Майсонетте оказался в той же комнате, где сидела Таша и где тогда пахло цветочными духами и лосьоном. От него же исходил резкий запах немытого тела, которым мы имели возможность насладиться во время совместной поездки в машине.
Он втянул воздух и нахмурился, как будто впервые почувствовал, как от него несет.
Майло предложил ему попить.
— Я бы предпочел бифштекс, — отозвался тот. — Филе миньон, с кровью внутри, но поджаренный снаружи, с жареным луком. А для начала — салат «Цезарь», побольше майонеза и красное вино. Да, французскому я предпочитаю калифорнийское.
— Давай помогай нам, Брэдли, и тогда я закажу тебе икру.
— Ненавижу эту гадость! Пахнет как у грязнули между ног.
— Часто приходилось отказываться и оттого, и от другого?
Майсонетте улыбнулся.
— Почему ты пытался забраться в логово Уилсона Гуда?
— Никто никуда не пытался забраться.
При ярком свете кожа Майсонетте казалась серой, в шрамах и пятнах. Покрасневшие глаза, тяжелые веки. Всего тридцать один год, но выглядел он ровесником своего отца. Грубые татуировки на руках не могли скрыть изуродованных вен.
— Тогда что ты здесь делал? — спросил Майло.
— Хотел увидеть Уилла.
— Зачем?
— Он мне позвонил.
— Когда?
— На прошлой неделе.
— У тебя есть телефон?
— Я держу связь, — уклончиво ответил Майсонетте. — Он послал свою подружку на Четвертую улицу, и она меня пригласила. Сказала, нам с Уиллом надо поговорить.
— О чем?
— Она не сказала.
— Но ты все равно пришел.
— Через неделю.
— Ей ничего не надо было объяснять, — заявил Майло. — Ты и так все знал.

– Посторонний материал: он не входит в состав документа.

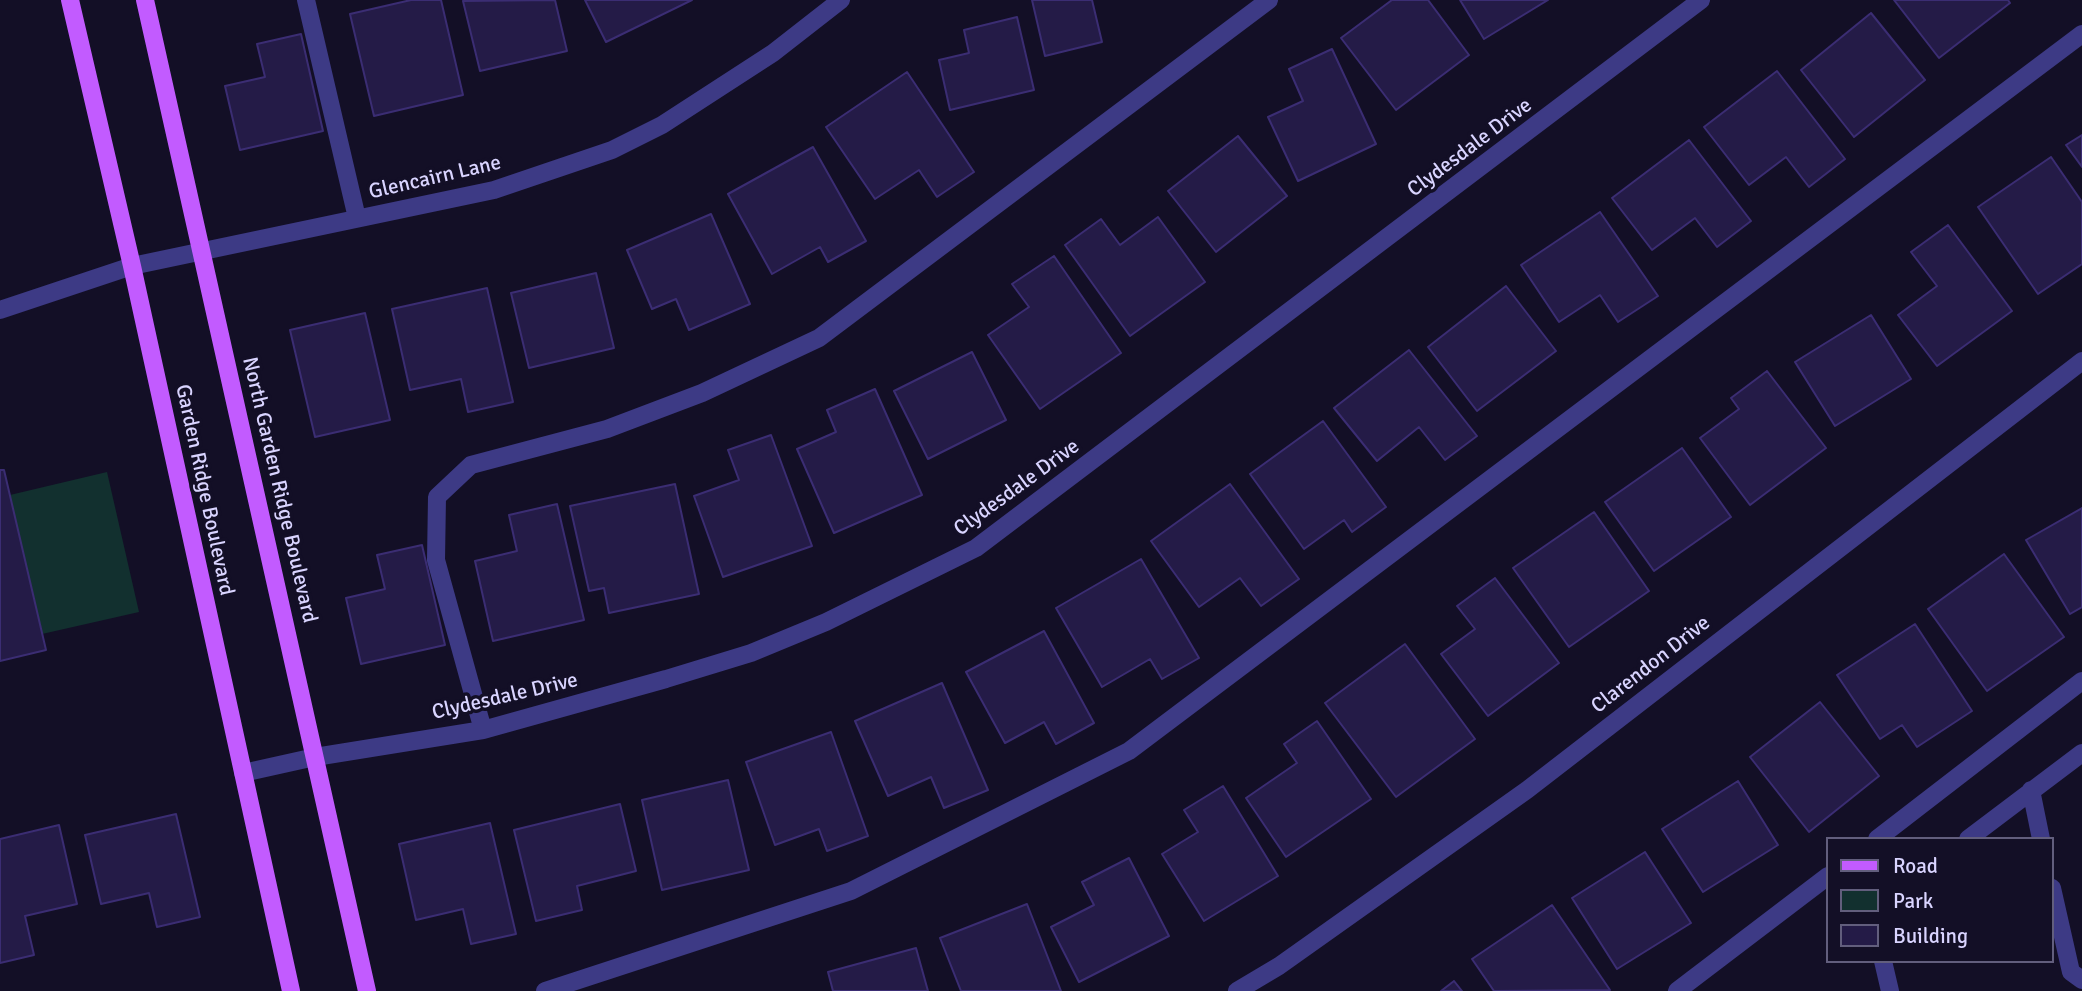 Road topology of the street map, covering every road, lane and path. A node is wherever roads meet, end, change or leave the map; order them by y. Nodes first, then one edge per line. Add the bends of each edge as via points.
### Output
1 (70, 0) edge
2 (145, 0) edge
3 (306, 0) edge
4 (841, 0) edge
5 (1269, 0) edge
6 (1700, 0) edge
7 (2082, 34) edge
8 (357, 218) junction
9 (202, 250) junction
10 (132, 266) junction
11 (0, 310) edge
12 (2082, 361) edge
13 (2082, 681) edge
14 (483, 730) junction
15 (2082, 753) edge
16 (315, 757) junction
17 (243, 773) junction
18 (2031, 790) junction
19 (1880, 837) edge
20 (1971, 837) edge
21 (2041, 837) edge
22 (1826, 878) edge
23 (2054, 897) edge
24 (1883, 963) edge
25 (2082, 981) edge
26 (291, 991) edge
27 (367, 991) edge
28 (545, 991) edge
29 (1237, 991) edge
30 (1677, 991) edge
31 (1890, 991) edge

1 - 10 main road, Garden Ridge Boulevard
2 - 9 main road, North Garden Ridge Boulevard
3 - 8 street
4 - 8 street, Glencairn Lane via 773,53 662,125 612,150 494,190
5 - 14 street via 819,338 702,393 607,429 471,465 437,497 436,560
6 - 14 street, Clydesdale Drive via 975,548 826,622 751,653
7 - 28 street via 1129,751 851,891
8 - 9 street, Glencairn Lane
9 - 10 street, Glencairn Lane
9 - 16 main road, North Garden Ridge Boulevard
10 - 11 street, Glencairn Lane
10 - 17 main road, Garden Ridge Boulevard
12 - 29 street, Clarendon Drive via 1527,790
13 - 19 street
14 - 16 street, Clydesdale Drive
15 - 18 street
16 - 17 street, Clydesdale Drive
16 - 27 main road, North Garden Ridge Boulevard
17 - 26 main road, Garden Ridge Boulevard
18 - 20 street
18 - 21 street
22 - 30 street
23 - 25 street via 2071,972
24 - 31 street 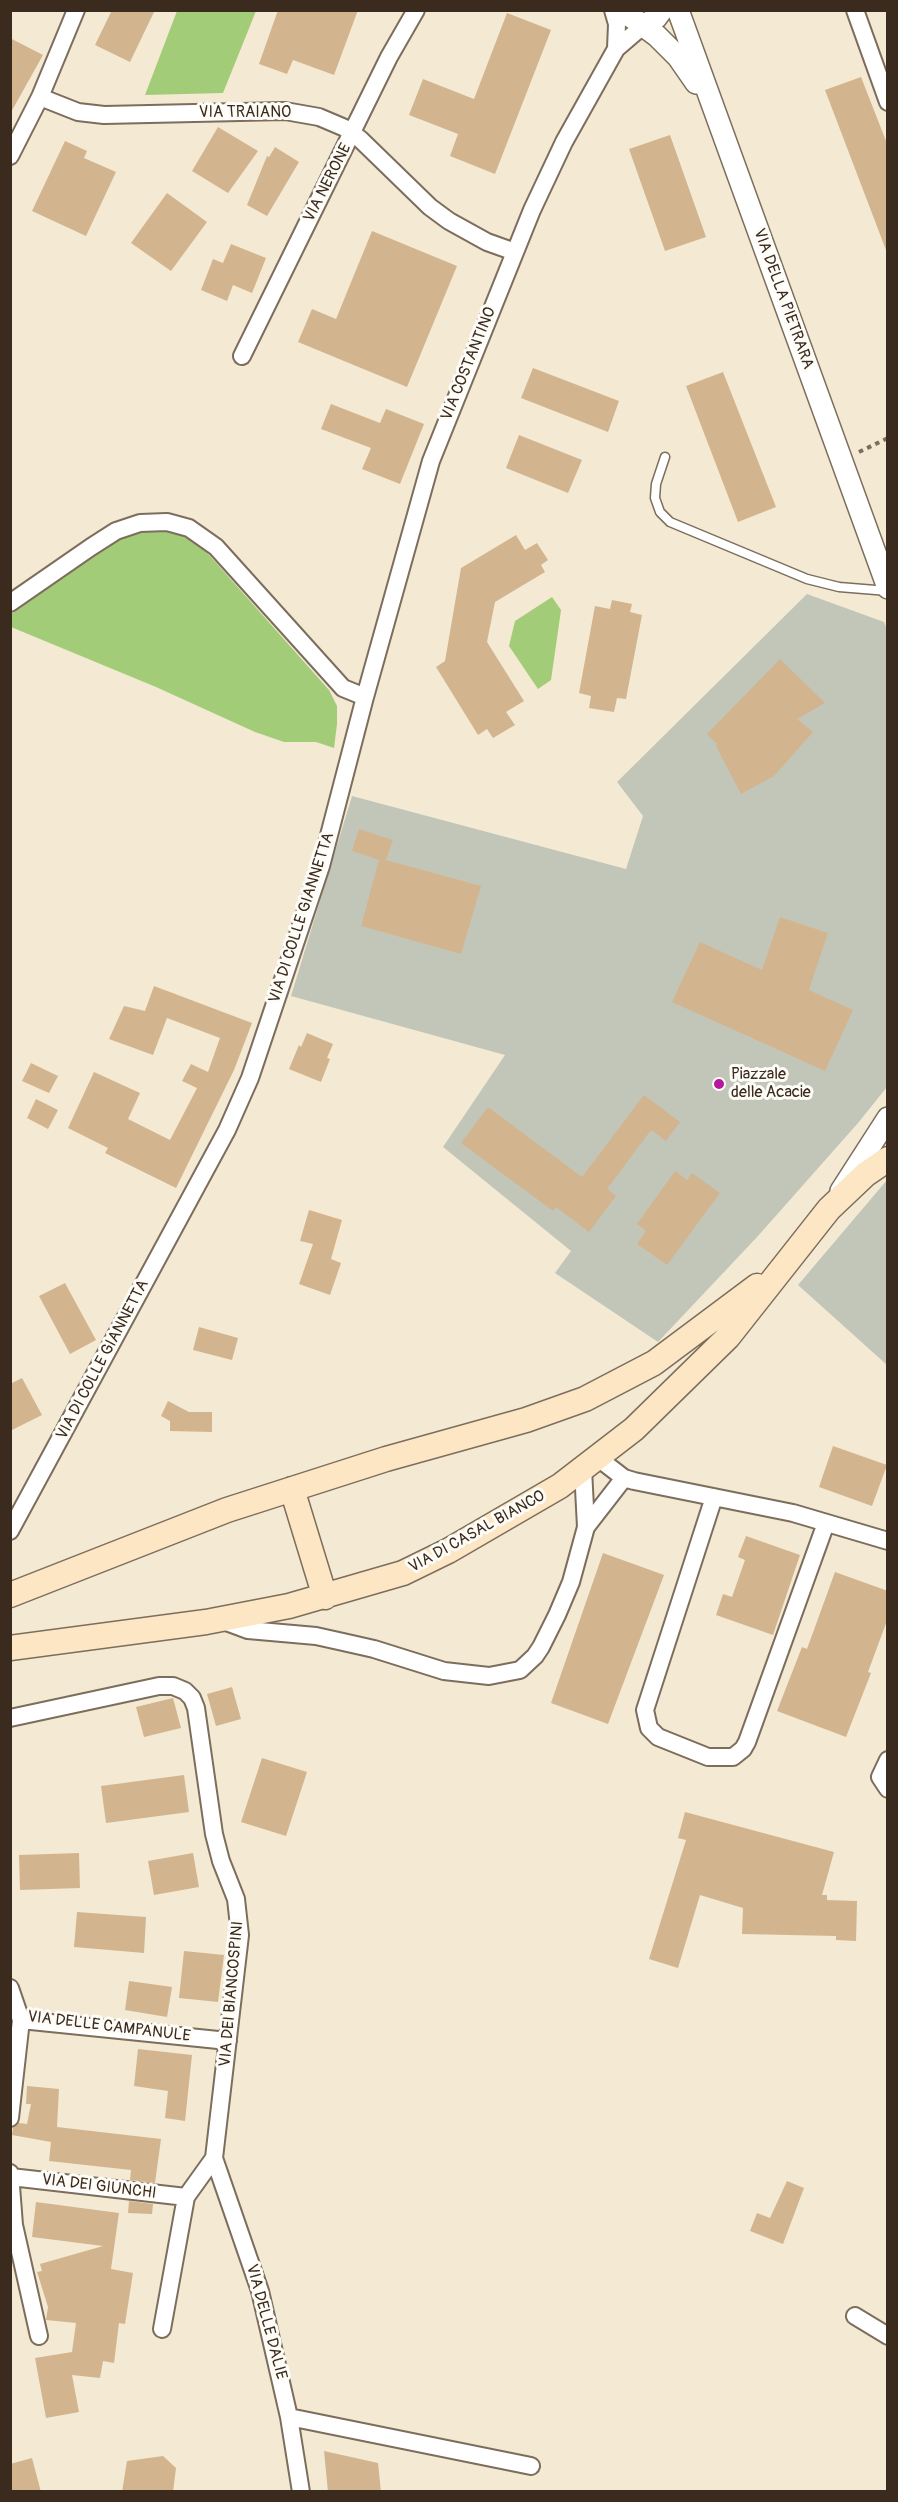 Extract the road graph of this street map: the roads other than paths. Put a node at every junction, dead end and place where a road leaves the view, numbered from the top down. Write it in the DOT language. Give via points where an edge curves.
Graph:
graph roads {
  1 [pos="76,10"];
  2 [pos="416,10"];
  3 [pos="613,10"];
  4 [pos="622,10"];
  5 [pos="662,10"];
  6 [pos="678,10"];
  7 [pos="855,10"];
  8 [pos="644,25"];
  9 [pos="616,48"];
  10 [pos="40,97"];
  11 [pos="888,102"];
  12 [pos="719,126"];
  13 [pos="353,133"];
  14 [pos="10,156"];
  15 [pos="515,252"];
  16 [pos="242,356"];
  17 [pos="665,457"];
  18 [pos="888,589"];
  19 [pos="10,603"];
  20 [pos="365,697"];
  21 [pos="888,1118"];
  22 [pos="888,1159"];
  23 [pos="829,1209"];
  24 [pos="786,1265"];
  25 [pos="590,1464"];
  26 [pos="624,1478"];
  27 [pos="292,1489"];
  28 [pos="714,1497"];
  29 [pos="826,1523"];
  30 [pos="586,1527"];
  31 [pos="10,1531"];
  32 [pos="888,1541"];
  33 [pos="52,1579"];
  34 [pos="10,1581"];
  35 [pos="10,1595"];
  36 [pos="325,1597"];
  37 [pos="220,1620"];
  38 [pos="10,1648"];
  39 [pos="10,1718"];
  40 [pos="888,1760"];
  41 [pos="888,1789"];
  42 [pos="10,1988"];
  43 [pos="21,2020"];
  44 [pos="228,2041"];
  45 [pos="10,2118"];
  46 [pos="214,2158"];
  47 [pos="11,2175"];
  48 [pos="186,2197"];
  49 [pos="855,2316"];
  50 [pos="162,2329"];
  51 [pos="39,2336"];
  52 [pos="888,2336"];
  53 [pos="289,2417"];
  54 [pos="531,2466"];
  55 [pos="301,2492"];
  1 -- 10 [label="street"];
  2 -- 13 [label="street, VIA NERONE"];
  3 -- 9 [label="street"];
  4 -- 8 [label="street"];
  5 -- 8 [label="street"];
  6 -- 12 [label="street, VIA DELLA PIETRARA"];
  7 -- 11 [label="street"];
  8 -- 9 [label="street"];
  8 -- 12 [label="street" via="678,57"];
  9 -- 15 [label="street, VIA COSTANTINO" via="551,168"];
  10 -- 13 [label="street, VIA TRAIANO" via="78,112 111,116 297,112 328,120"];
  10 -- 14 [label="street"];
  12 -- 18 [label="street, VIA DELLA PIETRARA"];
  13 -- 15 [label="street, VIA TRAIANO" via="439,214 473,235"];
  13 -- 16 [label="street, VIA NERONE"];
  15 -- 20 [label="street, VIA COSTANTINO" via="431,461"];
  17 -- 18 [label="lane" via="655,498 660,512 670,522 807,579 839,587"];
  19 -- 20 [label="street" via="116,531 140,523 167,522 189,528 216,547 344,688"];
  20 -- 31 [label="street, VIA DI COLLE GIANNETTA" via="321,866 246,1088"];
  21 -- 23 [label="street"];
  22 -- 23 [label="main road, VIA DI CASAL BIANCO"];
  23 -- 24 [label="main road, VIA DI CASAL BIANCO"];
  24 -- 25 [label="main road, VIA DI CASAL BIANCO" via="720,1345 672,1394"];
  24 -- 27 [label="main road, VIA DI CASAL BIANCO" via="654,1363 585,1399"];
  25 -- 26 [label="street"];
  25 -- 30 [label="street"];
  25 -- 36 [label="main road, VIA DI CASAL BIANCO" via="537,1500 427,1562"];
  26 -- 28 [label="street"];
  26 -- 30 [label="street"];
  27 -- 33 [label="main road, VIA DI CASAL BIANCO" via="227,1510"];
  27 -- 36 [label="main road"];
  28 -- 29 [label="street"];
  28 -- 29 [label="street" via="645,1710 649,1728 658,1737 708,1758 733,1757 747,1742"];
  29 -- 32 [label="street"];
  30 -- 37 [label="street" via="557,1615 535,1656 511,1673 476,1676 444,1671 344,1642 248,1630"];
  33 -- 34 [label="street"];
  33 -- 35 [label="main road, VIA DI CASAL BIANCO"];
  36 -- 37 [label="main road, VIA DI CASAL BIANCO"];
  37 -- 38 [label="main road, VIA DI CASAL BIANCO"];
  39 -- 44 [label="street, VIA DEI BIANCOSPINI" via="159,1686 173,1686 189,1695 196,1708 214,1834 238,1905 238,1955"];
  40 -- 41 [label="street" via="880,1776"];
  42 -- 43 [label="street, VIA DELLE CAMPANULE"];
  43 -- 44 [label="street, VIA DELLE CAMPANULE"];
  43 -- 45 [label="street"];
  44 -- 46 [label="street, VIA DEI BIANCOSPINI"];
  46 -- 48 [label="street, VIA DEI BIANCOSPINI"];
  46 -- 53 [label="street, VIA DELLE DALIE" via="260,2291"];
  47 -- 48 [label="street, VIA DEI GIUNCHI"];
  47 -- 51 [label="street" via="14,2224"];
  48 -- 50 [label="street, VIA DEI BIANCOSPINI"];
  49 -- 52 [label="street"];
  53 -- 54 [label="street"];
  53 -- 55 [label="street, VIA DELLE DALIE"];
}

По глазам Майсонетте было видно, что он размышляет, не начать ли протестовать. Потом сказал:
— Какого черта! — и медленно, устало кивнул.
— Так о чем? — спросил Майло.
— О Туане, — сказал Майсонетте. — Между мной и Уиллом только это.
— Гуд хотел поговорить об Антуане Беверли?
— Как раз наоборот. Его подружка сказала, что он хочет договориться, чтобы мы молчали. Что он все объяснит, когда я приду.
— Что за подружка?
— Белая девушка, веснушки, называет себя Энди.
— Это его жена, — сказал я.
Майсонетте ухмыльнулся:
— Вы верите всему, что слышите?
— Зачем ей врать? — спросил Майло.
— Уилл держит ее рядом уже лет десять. Он же тренер в церковной школе и должен выглядеть почтенно, вот и говорит священникам, что женат. Но они никогда не подписывали документы.
— Десять лет, вот как?
— Уилл, он один из таких парней, — пояснил Майсонетте. — Боится брать на себя обязательства.
— Значит, вы с ним постоянно поддерживали связь? — сказал Майло.
— Не постоянно, время от времени.
— И когда вы виделись в последний раз?